The project team includes David Weir, Liz Enochs, Jeremy Adam Smith, John McManus, Saheli Datta, Shawn Gaynor, Mineko Brand and Samuel Morrell.
From the Spot Us pitch:
- Over the past decade, the San Francisco Chronicle’s newsroom staff has shrunk to 175 from a high near 575, the San Jose Mercury News has seen its copy desk outsourced to Walnut Creek, and one conglomerate has gained control of almost all of the daily newspapers in the Bay Area.
- All told, hundreds of local broadcast, online and print journalists have been kicked to the curb since 2000, resulting in decades of lost institutional memory and merged coverage of beats —meaning that some communities go without consistent media attention until a crisis breaks.

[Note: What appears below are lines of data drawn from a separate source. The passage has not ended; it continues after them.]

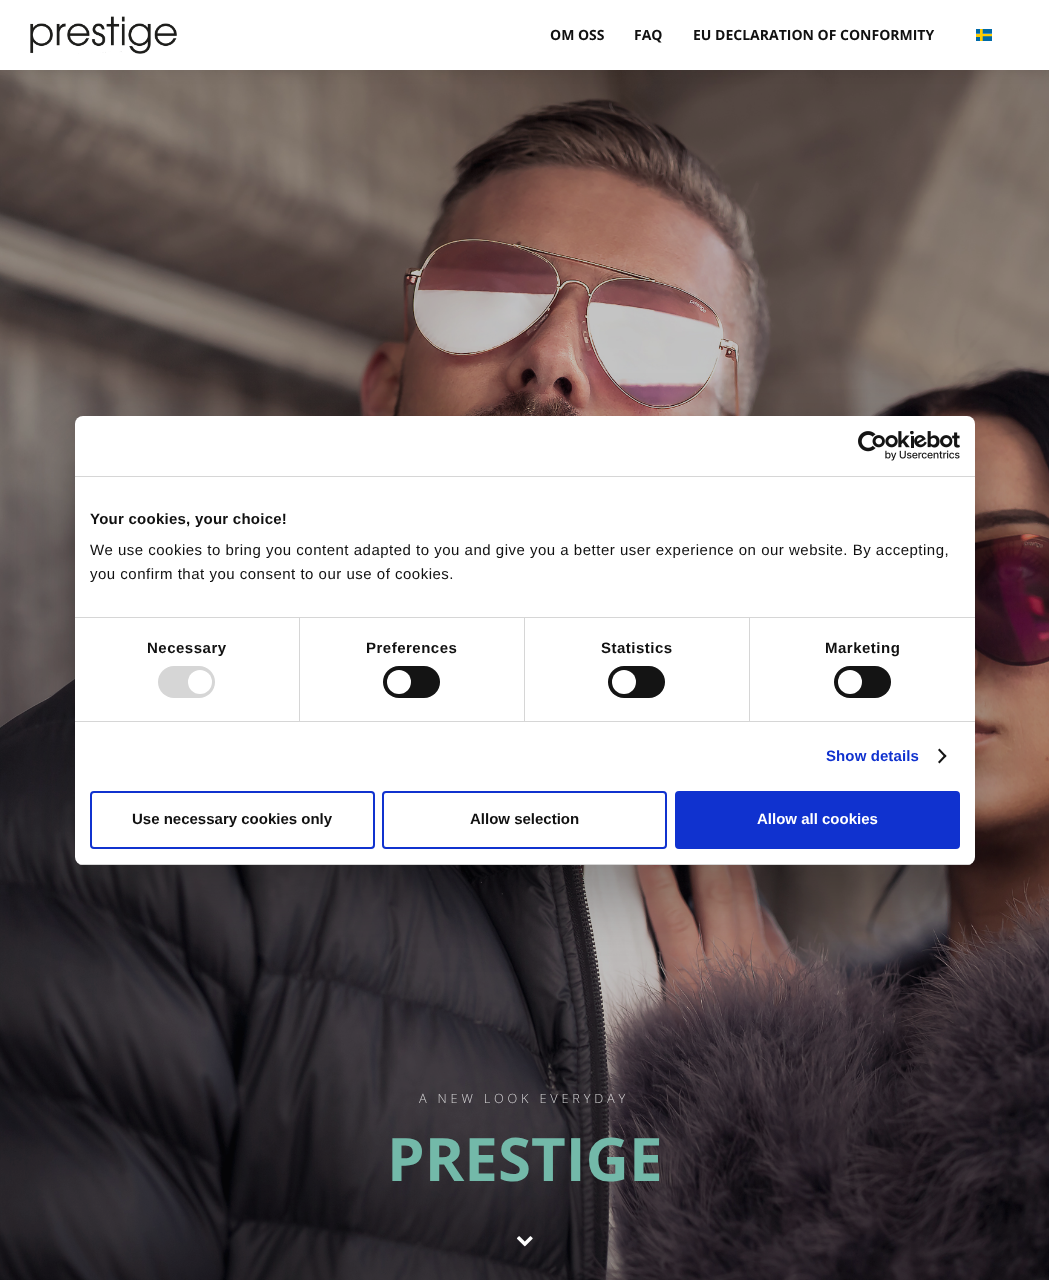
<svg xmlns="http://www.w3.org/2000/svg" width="1049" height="1280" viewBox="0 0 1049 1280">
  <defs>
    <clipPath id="clip1"><rect x="75" y="416" width="900" height="449" rx="8"/></clipPath>
  </defs>
  <rect width="100%" height="100%" fill="#fff"/>
  <image x="0" y="70" width="1049" height="1210" href="img/4.png"/>
  <path d="M0 0h1049v70H0z" fill="#0000001a" filter="blur(7.5px)"/>
  <path d="M0 0h1049v70H0z" fill="#fff"/>
  <image x="30" y="16" width="147" height="38" href="img/1.png"/>
  <image x="976" y="29" width="16" height="12" href="img/2.png"/>
  <rect x="75" y="448" width="900" height="449" rx="8" fill="#0000004d" filter="blur(34px)"/>
  <rect x="75" y="416" width="900" height="449" rx="8" fill="#fff"/>
  <path d="M75 476h900v1H75z" fill="#d6d6d6"/>
  <image x="858" y="431" width="102" height="30" href="img/3.png"/>
  <path d="M75 617h900v1H75z" fill="#d6d6d6"/>
  <path d="M75 721h900v1H75z" fill="#d6d6d6"/>
  <path d="M299 618h1v103H299z" fill="#d6d6d6"/>
  <rect x="158" y="666" width="57" height="32" rx="16" fill="#d6d6d6"/>
  <circle cx="200" cy="682" r="12" fill="#fff"/>
  <path d="M524 618h1v103H524z" fill="#d6d6d6"/>
  <rect x="383" y="666" width="57" height="32" rx="16" fill="#141414"/>
  <circle cx="399" cy="682" r="12" fill="#fff"/>
  <path d="M749 618h1v103H749z" fill="#d6d6d6"/>
  <rect x="608" y="666" width="57" height="32" rx="16" fill="#141414"/>
  <circle cx="624" cy="682" r="12" fill="#fff"/>
  <rect x="834" y="666" width="57" height="32" rx="16" fill="#141414"/>
  <circle cx="850" cy="682" r="12" fill="#fff"/>
  <path d="M939.5 748.5L946.5 756L945 757.5L938 750Z" fill="#141414"/>
  <path d="M945 754.5L946.5 756L939.5 763.5L938 762Z" fill="#141414"/>
  <g clip-path="url(#clip1)">
    <path d="M75 864h900v1H75z" fill="#d6d6d6"/>
  </g>
  <rect x="91" y="792" width="283" height="56" rx="3" fill="none" stroke="#1032cf" stroke-width="2"/>
  <rect x="383" y="792" width="283" height="56" rx="3" fill="none" stroke="#1032cf" stroke-width="2"/>
  <rect x="676" y="792" width="283" height="56" rx="3" fill="#1032cf" stroke="#1032cf" stroke-width="2"/>
  <image x="516" y="1236" width="17" height="11" href="img/5.png"/>
  <g font-family="Open Sans" font-size="14" font-weight="bold" fill="#111">
    <text x="550" y="40">OM OSS</text>
    <text x="634" y="40">FAQ</text>
    <text x="693" y="40">EU DECLARATION OF CONFORMITY</text>
  </g>
  <text x="90" y="524" font-family="Liberation Sans" font-size="15" font-weight="bold" letter-spacing="0.25" fill="#111">Your cookies, your choice!</text>
  <g font-family="Liberation Sans" font-size="15" letter-spacing="0.5" fill="#111">
    <text x="90" y="555">We use cookies to bring you content adapted to you and give you a better user experience on our website. By accepting,</text>
    <text x="90" y="579">you confirm that you consent to our use of cookies.</text>
  </g>
  <g font-family="Liberation Sans" font-size="15" font-weight="bold" letter-spacing="0.5" fill="#111">
    <text x="147" y="653">Necessary</text>
    <text x="366" y="653">Preferences</text>
    <text x="601" y="653">Statistics</text>
    <text x="825" y="653">Marketing</text>
  </g>
  <text x="826" y="761" font-family="Liberation Sans" font-size="15" font-weight="bold" letter-spacing="0.1" fill="#1032cf">Show details</text>
  <g font-family="Liberation Sans" font-size="15" font-weight="bold" fill="#111">
    <text x="132" y="824">Use necessary cookies only</text>
    <text x="470" y="824">Allow selection</text>
  </g>
  <text x="757" y="824" font-family="Liberation Sans" font-size="15" font-weight="bold" fill="#fff">Allow all cookies</text>
  <text x="419" y="1103" font-family="Open Sans" font-size="12.75" font-weight="300" letter-spacing="3.8" fill="#d7d6d7">A NEW LOOK EVERYDAY</text>
  <text x="387" y="1181" font-family="Open Sans" font-size="60" font-weight="bold" fill="#73b9a9">PRESTIGE</text>
</svg>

- How many school board debates and behind-the-scenes lobbying efforts by termed-out politicians have gone unmentioned? The disappearance of watchdogs leaves policymakers to spend or cut millions of taxpayer dollars with minimal oversight.
- … In a thorough look at how consolidation is affecting local news coverage, a team of reporters working with the San Francisco Public Press will provide concrete examples of the civic side effects of the dismantling of the journalism infrastructure.
The SF Weekly’s Matt Smith, in his piece about the pitch, went back and compared old copies of the Chron and Examiner to see what readers today are missing.
- Seeing a facsimile of the physical papers — rather than individual articles retrieved from web archives — provides a sense of how richly served San Francisco used to be when compared to the present.
- A typical front page — of both publications — had multiple local exposes that might involve weeks of work, sometimes from several reporters. Likewise, the local sections were filled with hard news that took intense reporting to produce.